Kenyan MPs vote to cut ties with international court

THE KENYAN prime minister has said he and his government oppose withdrawing from the International Criminal Court, one day after…

THE KENYAN prime minister has said he and his government oppose withdrawing from the International Criminal Court, one day after MPs passed a motion calling for the country to leave the Rome Statute that created it.

Speaking to national broadcaster Citizen TV, Raila Odinga said pulling out of the ICC process created to try those suspected of organising 2008’s post-election violence would be pointless. “The government is not pulling out of the ICC process because this will be an exercise in futility,” he said.

“It is said clearly that even if you are to pull out . . . the process takes one year and does not affect cases which are ongoing.”
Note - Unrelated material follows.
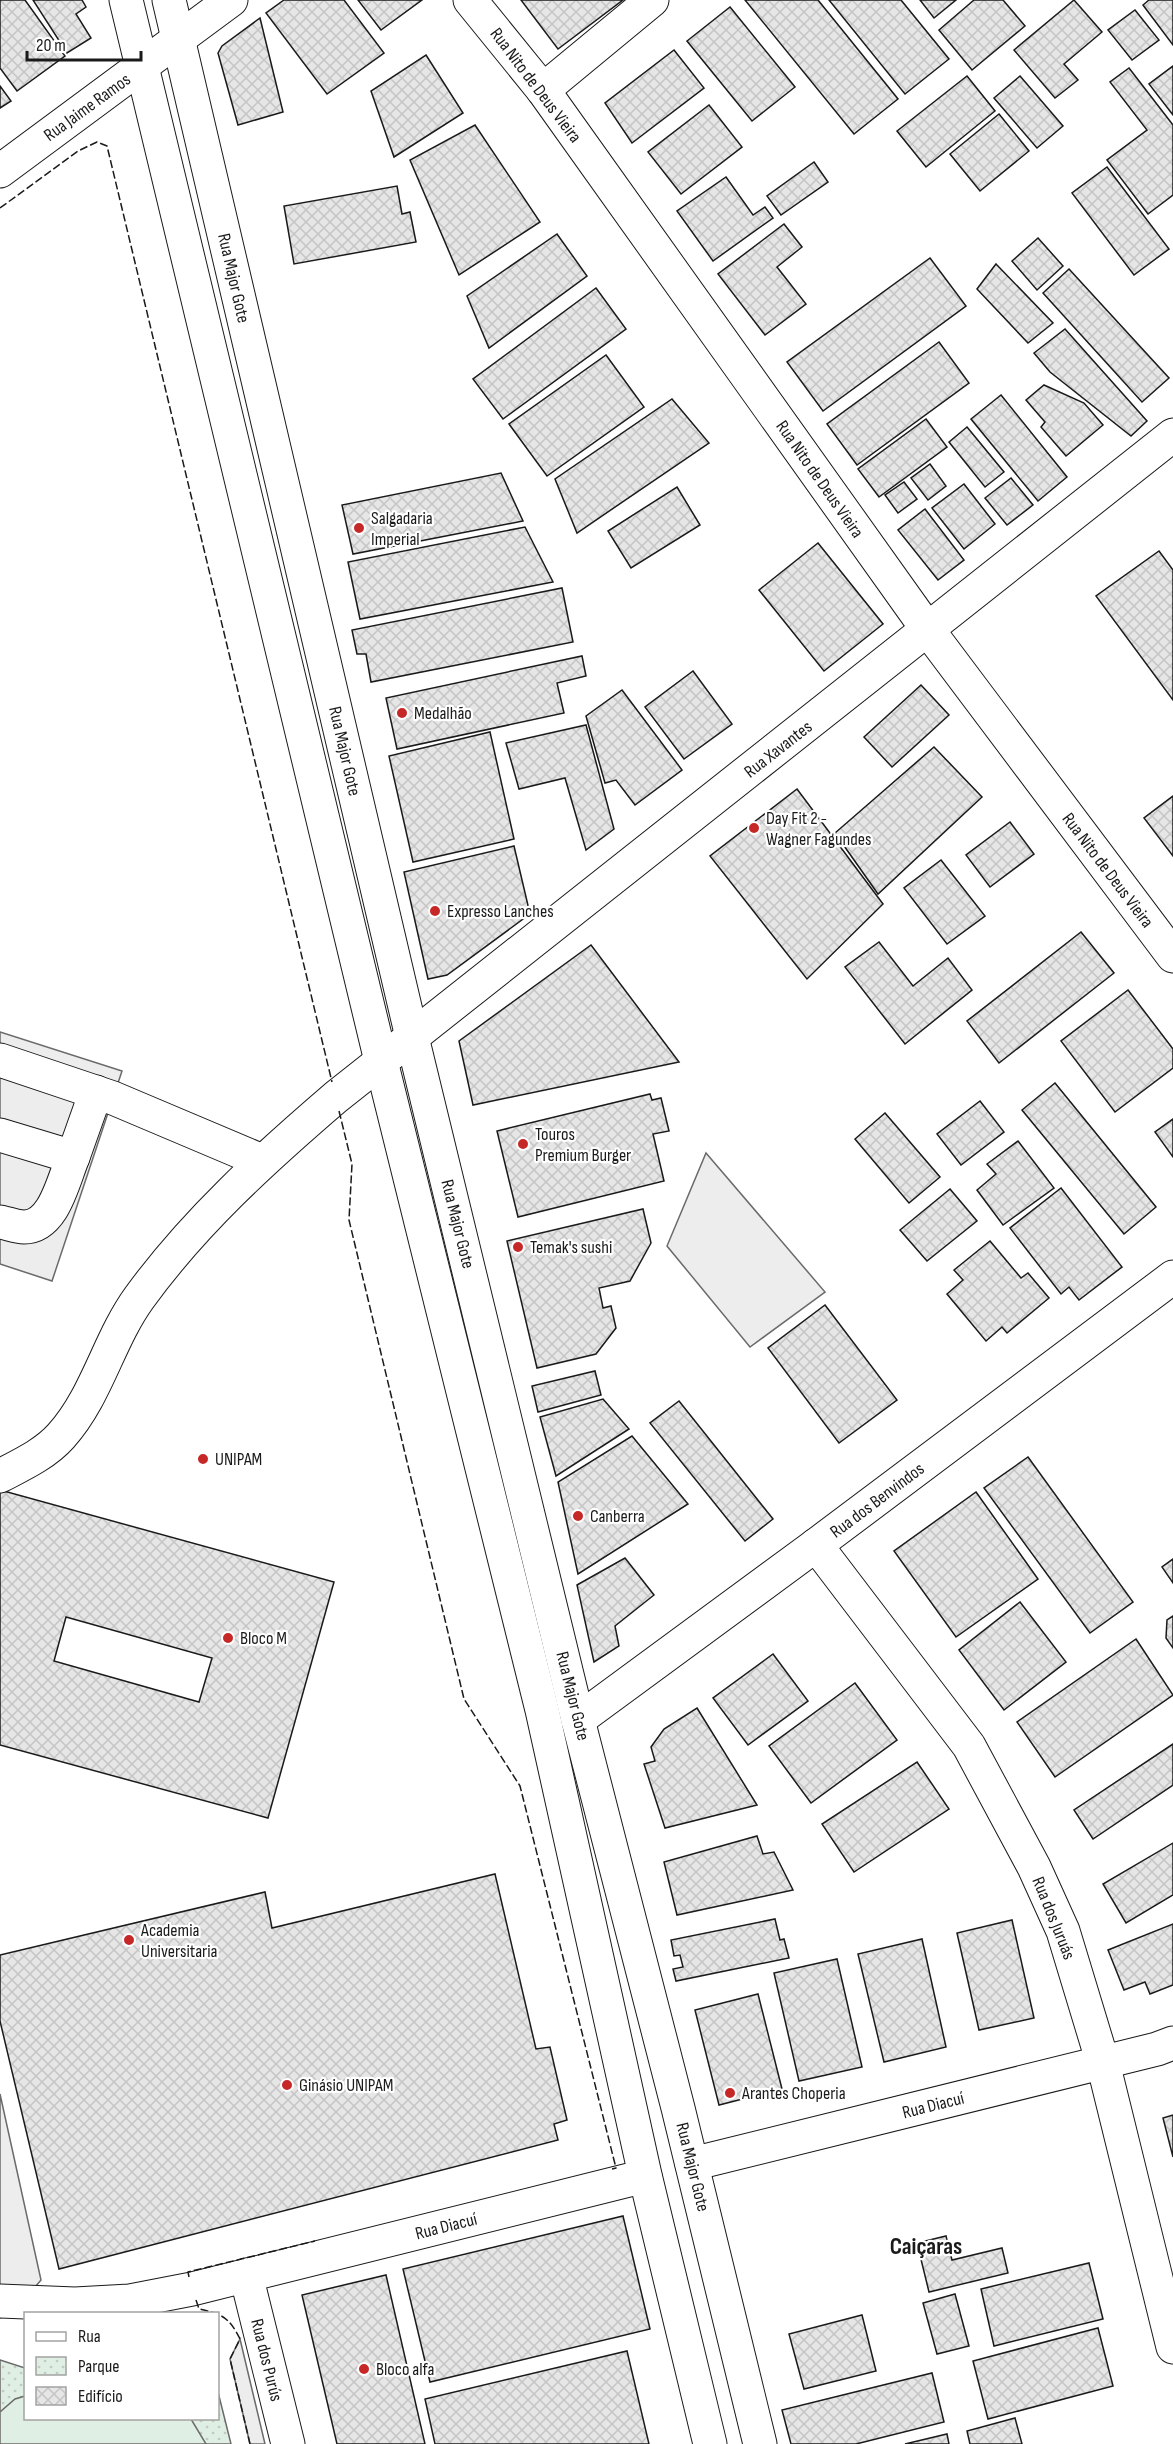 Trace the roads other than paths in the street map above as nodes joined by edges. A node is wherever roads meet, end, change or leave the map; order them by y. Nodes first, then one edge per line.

On Wednesday night, Kenyan lawmakers voted to leave the Rome Statute, one week after ICC chief prosecutor Luis Moreno-Ocampo named six people suspected as masterminds of violence that killed at least 1,200 people and made 350,000 homeless in early 2008. Three cabinet ministers and a former police chief are among the six.

READ MORE

Decrying the court as colonial and anti-African, energy minister Kiraitu Murungi said Kenya was surrendering its sovereignty by handing over the trial of suspects to a court in the Hague.

“It is only Africans from former colonies who are being tried at the ICC,” said Mr Murungi. “No American or British will be tried at the ICC and we should not willingly allow ourselves to return to colonialism.”

A power-sharing government helped end the violence, after President Mwai Kibaki and the then opposition leader Mr Odinga agreed to try the perpetrators in Kenya or in the Netherlands. No one was brought to account in Kenya, prompting the ICC to investigate the violence themselves.